Assignment: Repeat word for word the lines from the top of the records through the line containing "display:flex; gap:20px; margin-top:auto;", and skip the pictures.

Records for processing:
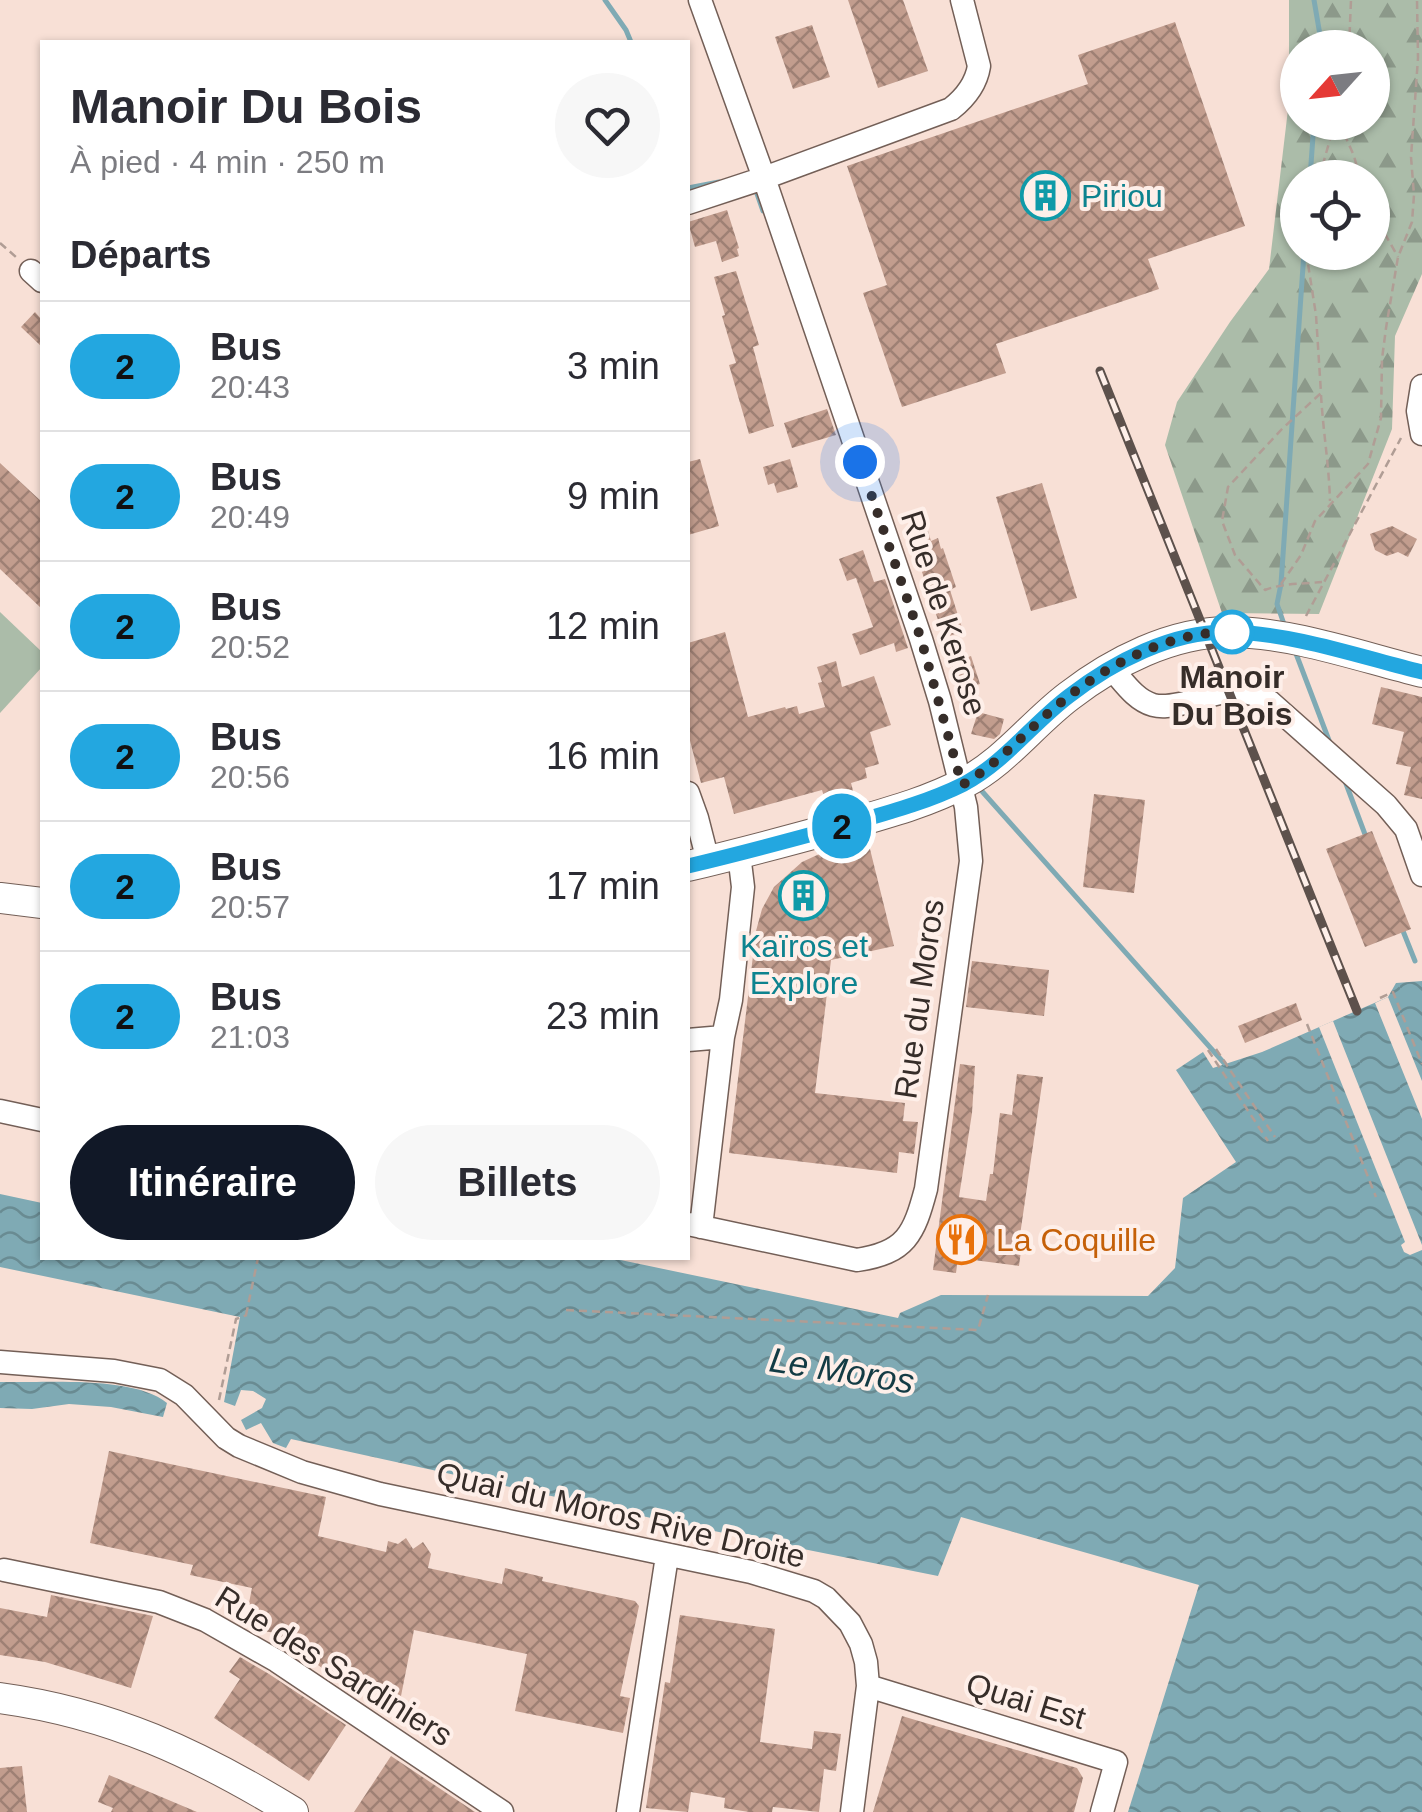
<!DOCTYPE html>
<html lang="fr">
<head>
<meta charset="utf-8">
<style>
	body { margin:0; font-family:Helvetica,sans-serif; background:#f7f7f7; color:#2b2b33; height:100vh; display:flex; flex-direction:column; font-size:38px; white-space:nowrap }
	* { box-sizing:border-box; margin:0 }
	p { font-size:32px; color:#7c7c81 }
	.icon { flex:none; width:55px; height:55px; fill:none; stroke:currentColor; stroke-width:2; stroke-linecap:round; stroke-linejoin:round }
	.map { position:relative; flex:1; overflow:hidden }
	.panel { position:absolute; left:40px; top:40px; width:650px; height:1220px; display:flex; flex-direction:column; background:#fff; border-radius:0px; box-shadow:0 2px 8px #0004 }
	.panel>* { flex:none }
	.badge { padding:0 20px; border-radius:32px; font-size:35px; line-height:65px }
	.needle { width:65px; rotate:243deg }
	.tools { position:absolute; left:1280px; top:30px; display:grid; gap:20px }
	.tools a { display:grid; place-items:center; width:110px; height:110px; border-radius:50%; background:#fff; box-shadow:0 2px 8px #0004; font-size:50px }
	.you { position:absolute; width:50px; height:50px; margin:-25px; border:8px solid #fff; border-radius:50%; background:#1a73e8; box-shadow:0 0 0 15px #1a73e833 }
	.map>.badge { position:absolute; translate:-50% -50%; box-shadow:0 0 0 5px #fff }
	h2 { padding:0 30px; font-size:38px; line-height:90px }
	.round { display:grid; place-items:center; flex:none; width:105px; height:105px; border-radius:52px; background:#f7f7f7 }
	.summary { display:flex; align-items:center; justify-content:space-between; height:170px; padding:0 30px }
	h1 { font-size:48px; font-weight:700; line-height:75px }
	.primary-button { display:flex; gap:20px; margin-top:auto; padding:20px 30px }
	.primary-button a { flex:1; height:115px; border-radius:60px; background:#111827; color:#fff; font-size:40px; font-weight:700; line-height:115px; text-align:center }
	.primary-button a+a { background:#f7f7f7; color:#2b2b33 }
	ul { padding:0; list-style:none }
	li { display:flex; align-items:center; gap:30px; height:130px; padding:0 30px; border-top:2px solid #e1e1e2 }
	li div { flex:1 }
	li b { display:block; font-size:38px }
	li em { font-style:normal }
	li .badge { min-width:110px; font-weight:700; text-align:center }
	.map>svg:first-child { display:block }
	.forest { fill:url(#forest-firs); fill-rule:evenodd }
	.garden { fill:#abbca9 }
	.water { fill:url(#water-waves) }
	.pier { fill:#f8e0d6 }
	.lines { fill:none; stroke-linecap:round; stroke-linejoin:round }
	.stream { stroke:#7faab4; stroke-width:5 }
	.building { fill:url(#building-cross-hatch) }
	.minor-casing { stroke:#735f57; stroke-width:25 }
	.major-casing { stroke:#735f57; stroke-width:32 }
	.path { stroke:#b09d95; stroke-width:2.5; stroke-dasharray:8 5; stroke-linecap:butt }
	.minor { stroke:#fff; stroke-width:22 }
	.major { stroke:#fff; stroke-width:30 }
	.rail-casing { stroke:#5d514c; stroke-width:9 }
	.rail { stroke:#feefe9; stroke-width:5; stroke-dasharray:15; stroke-linecap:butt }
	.line-casing { stroke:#fff; stroke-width:22 }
	.line { stroke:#23a7e0; stroke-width:15 }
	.walk { stroke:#362d29; stroke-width:10; stroke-dasharray:0 18 }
	.stop-dot { fill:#fff; stroke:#23a7e0; stroke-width:5 }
	.labels { text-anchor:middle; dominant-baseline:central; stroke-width:8; stroke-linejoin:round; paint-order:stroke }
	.culture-label { font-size:32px; fill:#0d838f; stroke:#feefe9; text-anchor:start }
	.street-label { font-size:32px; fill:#362d29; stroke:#feefe9 }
	.stop-label { font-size:32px; font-weight:bold; fill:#362d29; stroke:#feefe9 }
	.food-label { font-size:32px; fill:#c56008; stroke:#feefe9; text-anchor:start }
	.water-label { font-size:35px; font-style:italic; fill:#133b44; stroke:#feefe9 }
</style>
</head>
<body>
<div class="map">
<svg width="1422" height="1812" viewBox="0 0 1422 1812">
	<defs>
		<pattern id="forest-firs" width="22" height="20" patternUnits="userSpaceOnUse" patternTransform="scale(2.5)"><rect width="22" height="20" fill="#abbca9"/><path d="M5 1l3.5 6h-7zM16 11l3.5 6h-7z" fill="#8c998a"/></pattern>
		<pattern id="water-waves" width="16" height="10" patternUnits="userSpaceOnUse" patternTransform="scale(2.5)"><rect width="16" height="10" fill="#7faab4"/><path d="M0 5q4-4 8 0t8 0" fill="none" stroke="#698b92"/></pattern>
		<pattern id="building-cross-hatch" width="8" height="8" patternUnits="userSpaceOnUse" patternTransform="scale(2.5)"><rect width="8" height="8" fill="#c29d8e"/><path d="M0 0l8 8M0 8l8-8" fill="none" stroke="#9e8074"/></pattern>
	</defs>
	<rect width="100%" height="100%" fill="#f8e0d6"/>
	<path class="forest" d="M1289,0H1422V274L1395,336L1392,429L1319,614L1222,613L1165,445L1177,402L1230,322L1269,269L1289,101ZM1298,48H1372V122H1298ZM1298,178H1372V252H1298Z"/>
	<path class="garden" d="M0,612L42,652V667L0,713Z"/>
	<path class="water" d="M1422,981V1812H1128L1199,1585L961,1517L938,1576L674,1523L291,1439L286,1448L273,1443L261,1423L246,1430L241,1420L262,1408L266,1399L253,1391L241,1390L235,1406L224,1402L240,1317L0,1267V1194L42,1203V1258H611L898,1318L900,1313L941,1295L1148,1296L1175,1268L1183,1198L1236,1162L1176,1070L1203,1052L1213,1068L1262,1052L1388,997L1396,983Z
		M0,1382C43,1383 134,1375 167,1403L163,1417L111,1407L69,1404L32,1409L0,1408Z"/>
	<path class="pier" d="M1388,997L1422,1081V1119L1375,1003Z
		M1333,1021L1422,1245V1250L1410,1255L1404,1252L1401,1245L1405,1242L1319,1027Z"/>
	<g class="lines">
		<path class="stream" d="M605,0L626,30L631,42
			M1314,0L1320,35L1319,48
			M1310,178L1314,122
			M688,188L719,182
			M755,188L763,211
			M1285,627L1277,604L1281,584L1304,252
			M1295,651L1330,743
			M1345,781L1366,837
			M980,789L1224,1063
			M1401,926L1415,961"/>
	</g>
	<path class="building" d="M848,0H903L928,71L878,88Z
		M1175,22L1245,226L1148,259L1159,289L996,344L1006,373L902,407L863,293L887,285L847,166L1088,84L1078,55Z
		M812,25L830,77L793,89L775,37Z
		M727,210L739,248L737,249L739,256L722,262L716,241L695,247L688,222Z
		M736,271L759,345L753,347L774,426L749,434L729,365L736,363L722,316L725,315L714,277Z
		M35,312L42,320V347L21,327Z
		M827,409L836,435L792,448L784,423Z
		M700,459L719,526L688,535V462Z
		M790,459L798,487L777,493L774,483L768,485L763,467Z
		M0,463L42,502V609L0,569Z
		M1042,483L1077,598L1031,611L996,497Z
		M1392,526L1417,539L1408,557L1398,552L1387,556L1375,550L1370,534Z
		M928,531L931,541L938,538L941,549L943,548L956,587L950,590L963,631L944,638L910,536Z
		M863,550L874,582L885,579L908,648L896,652L894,643L860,655L852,634L873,627L856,578L847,581L839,559Z
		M725,632L748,717L785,707L786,709L797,706L799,714L825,707L818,683L822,682L817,667L836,661L842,687L874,676L891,725L870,732L879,764L865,768L867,778L851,783L856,802L828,810L822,790L734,814L724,777L701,783L688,733V643Z
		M971,656L980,684L960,690L951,663Z
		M1381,687L1422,697V799L1404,795L1411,767L1396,764L1404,732L1372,724Z
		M978,712L1004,719L1000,734L994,739L971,734Z
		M1094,794L1145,800L1134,893L1083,887Z
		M1372,831L1411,929L1365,947L1326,849Z
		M868,841L894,946L831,960L815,1093L905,1103L903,1121L918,1122L914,1154L899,1152L897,1173L729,1153L756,931L762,909L774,887L802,862L826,851Z
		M972,961L1049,970L1044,1016L966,1007Z
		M1296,1003L1302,1020L1245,1043L1238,1026Z
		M960,1064L975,1066L972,1113L959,1197L986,1201L990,1174H993L1000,1113L1012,1115L1017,1074L1043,1077L1019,1242L1022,1243L1019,1266L958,1258L956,1273L933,1270Z
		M109,1451L326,1497L318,1536L386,1552L388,1541L398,1544L406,1538L413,1549L423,1542L431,1554L428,1568L502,1584L505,1568L543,1577L542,1581L635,1601L639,1606L620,1696L630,1698L623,1733L515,1711L527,1654L414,1630L401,1696L340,1681L311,1660L312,1656L275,1633L258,1630L261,1611L248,1608L252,1588L190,1575L193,1565L90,1543Z
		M51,1595L153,1616L131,1688L45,1662L0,1655V1608L47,1617Z
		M680,1615L775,1629L760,1742L812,1749L814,1731L841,1734L836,1771L824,1769L819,1812L773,1807L772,1812H749L724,1808L725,1798L691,1792L688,1812L646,1808L665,1682L670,1683Z
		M240,1657L269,1674L346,1725L309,1781L214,1718L240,1679L229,1672Z
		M902,1716L1077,1768L1083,1778L1074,1812H873Z
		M391,1756L475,1812H354Z
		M22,1766L27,1812H0V1768Z
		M109,1775L152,1793L197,1812H111L113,1808L98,1802Z"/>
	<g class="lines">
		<defs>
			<path id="minor" d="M688,203L764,178L951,109C965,98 976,85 979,66L962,0
				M31,271L42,281
				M1422,386L1418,411L1422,434
				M1111,668C1123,681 1135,700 1153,705C1164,708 1174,705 1185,703C1219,693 1238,683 1270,702L1386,805L1406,829L1422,875
				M688,793L697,818L708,861
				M688,1040L723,1037
				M0,1111L42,1120
				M688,1224L857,1260C906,1253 914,1234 926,1189L971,861L966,807L940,701L921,639L764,178L700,0
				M701,1227L723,1037L731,1000L743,887L739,854
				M0,1362L114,1371L160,1380L184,1395L226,1438L239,1446L302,1472L380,1494L751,1572L814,1591L826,1598L850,1623L861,1644L866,1662L868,1686L852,1812
				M4,1570L159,1602L205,1620L277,1661L502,1812
				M868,1686L1116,1762L1102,1812
				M628,1812L667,1556"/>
			<path id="major" d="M688,866C739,854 791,840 842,826C883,814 926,803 964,783C1005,762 1032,724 1069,696C1113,662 1172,632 1229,632C1292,632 1361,657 1422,672
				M0,898L42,903
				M0,1698C111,1713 198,1754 293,1812"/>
		</defs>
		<use href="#minor" class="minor-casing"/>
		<use href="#major" class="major-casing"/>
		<path class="path" d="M1349,48L1351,0
			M1339,122L1354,156L1360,178
			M1319,178L1335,122
			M1372,211L1398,257
			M0,243L16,257
			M1311,252L1308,264L1316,315L1321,393L1282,429L1228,487L1222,521L1235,555L1265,590C1283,583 1302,584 1322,582
			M1321,395C1323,430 1329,465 1330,501
			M1281,584L1301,555L1315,521L1368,464L1381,418L1382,359L1386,328L1398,257L1412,222L1414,195L1411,157L1418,58L1417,0
			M1306,616L1401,438
			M1380,998L1393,992L1422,1064
			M1307,1024L1376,1197
			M1216,1049L1275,1137
			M1208,1050L1268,1141
			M566,1310L978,1330L988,1295
			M246,1315L258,1258
			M219,1400L236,1319L247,1315"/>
		<use href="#minor" class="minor"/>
		<use href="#major" class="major"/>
		<defs>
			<path id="rail" d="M1100,371L1357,1011"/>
		</defs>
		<use href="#rail" class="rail-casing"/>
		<use href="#rail" class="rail"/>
	</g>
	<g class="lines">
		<defs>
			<path id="line" d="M688,866C739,854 791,840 842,826C883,814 926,803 964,784C1005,762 1032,724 1069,696C1113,662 1172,631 1229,632C1292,633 1361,657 1422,672"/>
		</defs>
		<use href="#line" class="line-casing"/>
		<use href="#line" class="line"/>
		<path class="walk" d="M860,462L921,639L962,785C1003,761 1031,725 1069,696C1114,661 1174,631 1232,632"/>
	</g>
	<defs>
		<symbol id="building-ring" viewBox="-11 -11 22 22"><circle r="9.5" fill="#feefe9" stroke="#0f9aa8" stroke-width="1.5"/><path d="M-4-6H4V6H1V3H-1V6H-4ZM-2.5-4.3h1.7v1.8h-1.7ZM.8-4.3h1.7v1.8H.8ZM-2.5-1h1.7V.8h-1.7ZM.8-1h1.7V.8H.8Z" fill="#0f9aa8"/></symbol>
		<symbol id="restaurant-ring" viewBox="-11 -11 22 22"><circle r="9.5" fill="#feefe9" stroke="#e8710a" stroke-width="1.5"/><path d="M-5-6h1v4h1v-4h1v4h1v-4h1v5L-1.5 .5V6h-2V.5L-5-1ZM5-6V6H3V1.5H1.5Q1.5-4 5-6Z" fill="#e8710a"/></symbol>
	</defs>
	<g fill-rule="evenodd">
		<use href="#building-ring" x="1018" y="168" width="55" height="55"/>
		<use href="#building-ring" x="776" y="868" width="55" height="55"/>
		<use href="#restaurant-ring" x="934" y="1212" width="55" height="55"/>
	</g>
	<circle class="stop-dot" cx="1232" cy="632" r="20"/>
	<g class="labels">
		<g class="culture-label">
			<text x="1081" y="196">Piriou</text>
			<text x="804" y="946" text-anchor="middle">Kaïros et<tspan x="804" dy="37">Explore</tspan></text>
		</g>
		<g class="street-label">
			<text transform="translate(944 613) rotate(72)">Rue de Kerose</text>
			<text transform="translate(919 999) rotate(-82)">Rue du Moros</text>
			<text transform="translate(621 1515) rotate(13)">Quai du Moros Rive Droite</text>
			<text transform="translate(334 1666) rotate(32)">Rue des Sardiniers</text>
			<text transform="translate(1026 1701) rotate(17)">Quai Est</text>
		</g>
		<g class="stop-label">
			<text x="1232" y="677">Manoir<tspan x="1232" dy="37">Du Bois</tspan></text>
		</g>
		<g class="food-label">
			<text x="996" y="1240">La Coquille</text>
		</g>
		<g class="water-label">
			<text transform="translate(842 1370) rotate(9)">Le Moros</text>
		</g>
	</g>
</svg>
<div class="tools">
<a><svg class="needle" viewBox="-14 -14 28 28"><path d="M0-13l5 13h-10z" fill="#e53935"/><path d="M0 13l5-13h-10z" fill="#7c7c81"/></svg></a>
<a><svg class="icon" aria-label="locate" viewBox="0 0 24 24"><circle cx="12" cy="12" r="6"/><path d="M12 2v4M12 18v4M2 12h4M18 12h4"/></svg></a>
</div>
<div class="you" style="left:860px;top:462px"></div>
<b class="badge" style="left:842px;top:826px;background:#23a7e0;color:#111">2</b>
<section class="panel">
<div class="summary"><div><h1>Manoir Du Bois</h1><p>À pied · 4 min · 250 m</p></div><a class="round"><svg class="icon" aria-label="heart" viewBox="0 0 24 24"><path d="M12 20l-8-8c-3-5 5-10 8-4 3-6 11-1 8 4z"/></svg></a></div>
<h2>Départs</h2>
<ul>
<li><span class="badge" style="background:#23a7e0;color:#111">2</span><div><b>Bus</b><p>20:43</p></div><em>3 min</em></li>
<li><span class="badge" style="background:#23a7e0;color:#111">2</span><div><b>Bus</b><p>20:49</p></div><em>9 min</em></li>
<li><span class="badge" style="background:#23a7e0;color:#111">2</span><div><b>Bus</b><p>20:52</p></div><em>12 min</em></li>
<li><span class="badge" style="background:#23a7e0;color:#111">2</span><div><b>Bus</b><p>20:56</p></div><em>16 min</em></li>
<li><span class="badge" style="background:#23a7e0;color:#111">2</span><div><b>Bus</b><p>20:57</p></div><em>17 min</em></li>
<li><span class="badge" style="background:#23a7e0;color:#111">2</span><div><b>Bus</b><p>21:03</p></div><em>23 min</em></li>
</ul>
<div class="primary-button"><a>Itinéraire</a><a>Billets</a></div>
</section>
</div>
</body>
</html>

Answer box:
<!DOCTYPE html>
<html lang="fr">
<head>
<meta charset="utf-8">
<style>
	body { margin:0; font-family:Helvetica,sans-serif; background:#f7f7f7; color:#2b2b33; height:100vh; display:flex; flex-direction:column; font-size:38px; white-space:nowrap }
	* { box-sizing:border-box; margin:0 }
	p { font-size:32px; color:#7c7c81 }
	.icon { flex:none; width:55px; height:55px; fill:none; stroke:currentColor; stroke-width:2; stroke-linecap:round; stroke-linejoin:round }
	.map { position:relative; flex:1; overflow:hidden }
	.panel { position:absolute; left:40px; top:40px; width:650px; height:1220px; display:flex; flex-direction:column; background:#fff; border-radius:0px; box-shadow:0 2px 8px #0004 }
	.panel>* { flex:none }
	.badge { padding:0 20px; border-radius:32px; font-size:35px; line-height:65px }
	.needle { width:65px; rotate:243deg }
	.tools { position:absolute; left:1280px; top:30px; display:grid; gap:20px }
	.tools a { display:grid; place-items:center; width:110px; height:110px; border-radius:50%; background:#fff; box-shadow:0 2px 8px #0004; font-size:50px }
	.you { position:absolute; width:50px; height:50px; margin:-25px; border:8px solid #fff; border-radius:50%; background:#1a73e8; box-shadow:0 0 0 15px #1a73e833 }
	.map>.badge { position:absolute; translate:-50% -50%; box-shadow:0 0 0 5px #fff }
	h2 { padding:0 30px; font-size:38px; line-height:90px }
	.round { display:grid; place-items:center; flex:none; width:105px; height:105px; border-radius:52px; background:#f7f7f7 }
	.summary { display:flex; align-items:center; justify-content:space-between; height:170px; padding:0 30px }
	h1 { font-size:48px; font-weight:700; line-height:75px }
	.primary-button { display:flex; gap:20px; margin-top:auto; padding:20px 30px }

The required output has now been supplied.